Moses wrote that verse, under the inspiration of the Holy Spirit of course.

It particularly focuses upon Israel, apparently in the days immediately after her "Kadeshbarnea" rebellion against the Lord.

She decided NOT to obey God and go claim the Promised!

She sided with ten unbelieving spies rather than with the two faithful ones!

God subsequently but immediately announced the deaths of ALL the people who were twenty years of age or older!

None of these adults would enter the Holy Land alive!

Why?

Because of their unbelief and doubt and distrust ... and rebellion, all of which are just synonyms for sin!

Hence our verse for today: "Thou hast set our iniquities before thee, our secret sins in the light of thy countenance."

"Hast set," the verb, translates Hebrew "shiyth" and means "to lay out" something for visible reference!

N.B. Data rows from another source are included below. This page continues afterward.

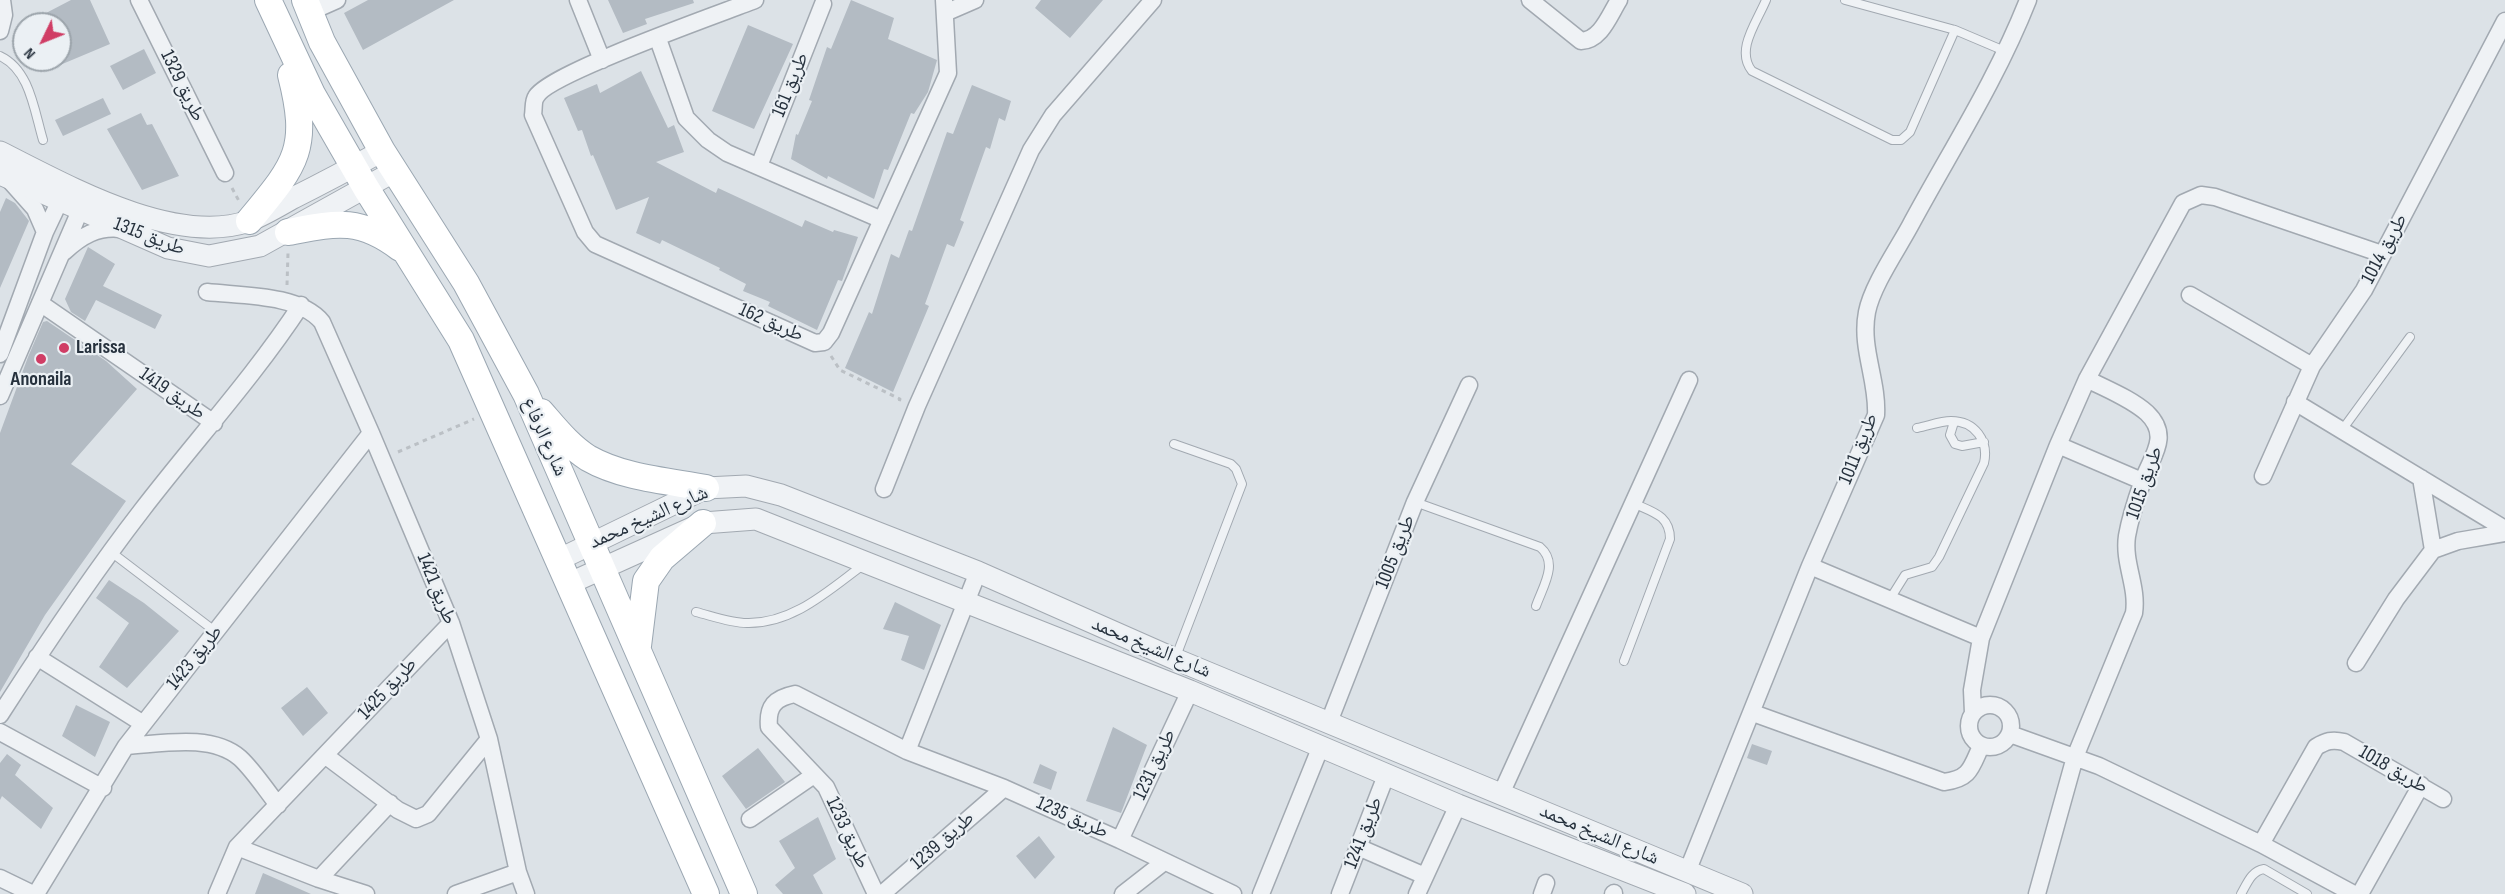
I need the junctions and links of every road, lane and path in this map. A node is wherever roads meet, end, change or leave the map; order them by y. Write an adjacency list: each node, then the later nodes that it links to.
1 (2, 0): 19 (street)
2 (139, 0): 28 (street, طريق 1329)
3 (337, 0): 14 (street)
4 (578, 0): 23 (street)
5 (755, 0): 20 (street)
6 (975, 0): 15 (street)
7 (1153, 0): 70 (street)
8 (1530, 0): 9 (street)
9 (1619, 0)
10 (1766, 0): 18 (lane)
11 (1845, 0): 18 (lane)
12 (2028, 0): 21 (street, طريق 1011)
13 (824, 4): 27 (street, طريق 161)
14 (308, 6): 26 (main road, شارع الرفاع)
15 (944, 6): 33 (street, طريق 162)
16 (272, 10): 30 (main road, شارع الرفاع); 34 (main road)
17 (2505, 21): 39 (street, طريق 1014)
18 (1955, 30): 21 (lane)
19 (0, 31)
20 (658, 39): 23 (street); 27 (street)
21 (2007, 52): 80 (street, طريق 1011)
22 (0, 56): 24 (lane)
23 (602, 60): 46 (street, طريق 162)
24 (43, 140)
25 (0, 152): 31 (street, طريق 1315)
26 (389, 161): 30 (street, طريق 1315); 52 (main road, شارع الرفاع)
27 (759, 166): 33 (street)
28 (225, 173): 34 (path)
29 (0, 174): 31 (street, طريق 1315); 37 (street)
30 (360, 177): 34 (street, طريق 1315); 36 (street, طريق 1315); 40 (main road, شارع الرفاع)
31 (64, 193): 32 (street, طريق 1315); 37 (street)
32 (83, 201): 34 (street, طريق 1315); 35 (street, طريق 1315); 38 (street)
33 (882, 220): 46 (street, طريق 162)
34 (249, 221)
35 (124, 229): 36 (street, طريق 1315); 38 (street)
36 (288, 231): 40 (main road); 44 (path)
37 (45, 232): 47 (street)
38 (64, 252): 43 (street)
39 (2382, 254): 48 (street, طريق 1014); 49 (street)
40 (410, 256): 78 (main road, شارع الرفاع)
41 (207, 292): 44 (street)
42 (2190, 295): 48 (street)
43 (40, 303): 53 (street); 58 (street, طريق 1419)
44 (293, 304): 58 (street); 61 (street, طريق 1421)
45 (2410, 337): 60 (lane)
46 (824, 342): 55 (path)
47 (1, 348)
48 (2312, 366): 54 (street, طريق 1014)
49 (2087, 379): 65 (street); 68 (street, طريق 1015)
50 (1689, 380): 72 (street)
51 (1469, 385): 71 (street, طريق 1005)
52 (526, 394): 69 (main road); 75 (main road, شارع الرفاع)
53 (0, 396)
54 (2295, 402): 60 (street); 66 (street, طريق 1014)
55 (896, 410)
56 (471, 421): 64 (path)
57 (1954, 422): 59 (lane); 62 (lane); 62 (lane)
58 (214, 423): 77 (street)
59 (1917, 428)
60 (2342, 430): 67 (street)
61 (372, 433): 88 (street, طريق 1421); 89 (street, طريق 1423)
62 (1984, 442): 84 (lane)
63 (1174, 444): 93 (lane)
64 (415, 445)
65 (2058, 445): 68 (street); 90 (street)
66 (2263, 476)
67 (2421, 478): 74 (street); 76 (street)
68 (2142, 481): 111 (street, طريق 1015)
69 (706, 488): 75 (street, شارع الشيخ محمد); 82 (street, شارع الشيخ محمد)
70 (884, 489)
71 (1415, 502): 86 (lane); 101 (street, طريق 1005)
72 (1633, 503): 94 (lane); 117 (street)
73 (703, 523): 79 (street, شارع الشيخ محمد); 81 (street, شارع الشيخ محمد); 91 (main road)
74 (2505, 531): 76 (street)
75 (592, 543): 78 (street, شارع الشيخ محمد); 81 (main road, شارع الرفاع)
76 (2433, 550): 95 (street)
77 (111, 552): 89 (lane); 92 (street)
78 (558, 560): 83 (main road, شارع الرفاع)
79 (866, 562): 85 (street, شارع الشيخ محمد); 87 (lane)
80 (1810, 566): 84 (street); 99 (street, طريق 1011)
81 (602, 568): 83 (street, شارع الشيخ محمد); 91 (main road, شارع الرفاع)
82 (978, 572): 85 (street); 93 (street, شارع الشيخ محمد)
83 (568, 584): 138 (main road, شارع الرفاع)
84 (1890, 599): 90 (street)
85 (967, 602): 96 (street, شارع الشيخ محمد); 109 (street)
86 (1536, 606)
87 (696, 612)
88 (451, 623): 105 (street, طريق 1421); 110 (street, طريق 1425)
89 (216, 632): 102 (street, طريق 1423)
90 (1981, 638): 100 (street)
91 (637, 652): 139 (main road, شارع الرفاع)
92 (37, 657): 98 (street); 102 (street)
93 (1175, 659): 101 (street, شارع الشيخ محمد)
94 (1624, 661)
95 (2356, 663)
96 (1190, 691): 107 (street, شارع الشيخ محمد); 123 (street, طريق 1231)
97 (778, 698): 109 (street, طريق 1235); 113 (street, طريق 1233)
98 (3, 705)
99 (1753, 713): 108 (street); 129 (street, طريق 1011)
100 (1973, 713): 104 (street); 108 (street)
101 (1329, 722): 117 (street, شارع الشيخ محمد)
102 (142, 723): 106 (street, طريق 1423)
103 (0, 732): 115 (street)
104 (2010, 734): 108 (street); 111 (street)
105 (489, 739): 119 (street); 128 (street, طريق 1421)
106 (126, 746): 115 (street, طريق 1423); 120 (street)
107 (1321, 746): 112 (street, شارع الشيخ محمد); 144 (street)
108 (1981, 746)
109 (907, 750): 116 (street, طريق 1235)
110 (326, 756): 119 (street); 120 (street, طريق 1425)
111 (2075, 757): 124 (street); 149 (street, طريق 1015)
112 (1387, 773): 121 (street, شارع الشيخ محمد); 126 (street, طريق 1241)
113 (814, 775): 122 (street, طريق 1233); 140 (street, طريق 1233)
114 (2421, 786): 118 (street, طريق 1018); 124 (street, طريق 1018); 153 (street)
115 (103, 788): 133 (street, طريق 1423)
116 (1004, 788): 123 (street, طريق 1235); 141 (street, طريق 1239)
117 (1501, 795): 129 (street, شارع الشيخ محمد)
118 (2443, 799)
119 (390, 803): 132 (street)
120 (279, 805): 125 (street, طريق 1425)
121 (1458, 805): 130 (street); 147 (street, شارع الشيخ محمد)
122 (750, 819)
123 (1120, 840): 127 (street, طريق 1235)
124 (2260, 844): 152 (street)
125 (237, 847): 132 (street); 134 (street, طريق 1425)
126 (1358, 847): 130 (street); 145 (street, طريق 1241)
127 (1164, 862): 142 (street); 143 (street, طريق 1235)
128 (518, 872): 136 (street); 137 (street, طريق 1421)
129 (1686, 872): 148 (street, شارع الشيخ محمد)
130 (1425, 876): 146 (street)
131 (0, 878): 133 (street)
132 (319, 879): 135 (street)
133 (34, 894)
134 (217, 894)
135 (366, 894)
136 (456, 894)
137 (526, 894)
138 (706, 894)
139 (744, 894)
140 (876, 894)
141 (882, 894)
142 (1123, 894)
143 (1233, 894)
144 (1261, 894)
145 (1340, 894)
146 (1417, 894)
147 (1685, 894)
148 (1742, 894)
149 (2037, 894)
150 (2241, 894): 151 (lane)
151 (2307, 894)
152 (2354, 894)
153 (2360, 894)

The noun "iniquities" (in Hebrew = "avon") means "that which is twisted!" It's parent word, "avah," means "to bend or make crooked!"  Sins are perversions of God's original intentions!

"Before Thee" ("neged") means "in front of!" Of course, using this very term, Psalm 119:168 says that all our ways are "before" Him, the Lord!

"Secret sins" translates "alam" and means that which is veiled from sight! Remember Achan or Gehazi or Ananias and Sapphira.

Sins can be hidden from the whole assembly (Leviticus 4:13) and even from the individual himself (Leviticus 5:2,3) ... but not from God!

This word "secret" is interestingly the Old Testament word for "dissemblers" too! See Psalm 26:4.

The noun for "light" is one which implies a lamp or chandelier or any luminous body!

God's face here obviously emits Light!

His "glow" is part of His Glory!

And that last word in our verse, "countenance" is in Hebrew "panaiym" and means one's "face."

God notes our sins!

He then punishes them ... if they remain unconfessed!

This verse also reminds me of something the Psalmist wrote in Psalm 130:3. "If thou, LORD, shouldest mark iniquities, O Lord, who shall stand?"

What a question!

Then in the very next verse comes a thunderous load of good news!

"But there is forgiveness with thee, that thou mayest be feared." Psalm 130:4

And I say, thanks be unto God!

Glory to His Name!

Forgiveness ... because of Jesus!

Yet ... we had all best remember ... unforgiven sin does indeed call for God's wrath!

And God is just!

                                                                                  --- Dr. Mike Bagwell

 

 

LESSON 8, VERSE 9:

God is not only a great God of love!

He also hates sin!

He even hates sin in the lives of His Own people!

The Psalmist writes: "For all our days are passed away in thy wrath: we spend our years as a tale that is told." Psalm 90:9

The expression "all our days" is only found three times in the whole Bible. In our Text here it is used under the context of death! In Psalm 90:18 it is used in a setting of delight! Then again in Jeremiah 35:8 it is used of the Rechabites, who lived in the realm of duty!

It obviously means ... all our lives!

The verb "passed away" translates "panah." It means "to turn," to turn toward or away or from something or someone.  It is built upon the word that means one's "face."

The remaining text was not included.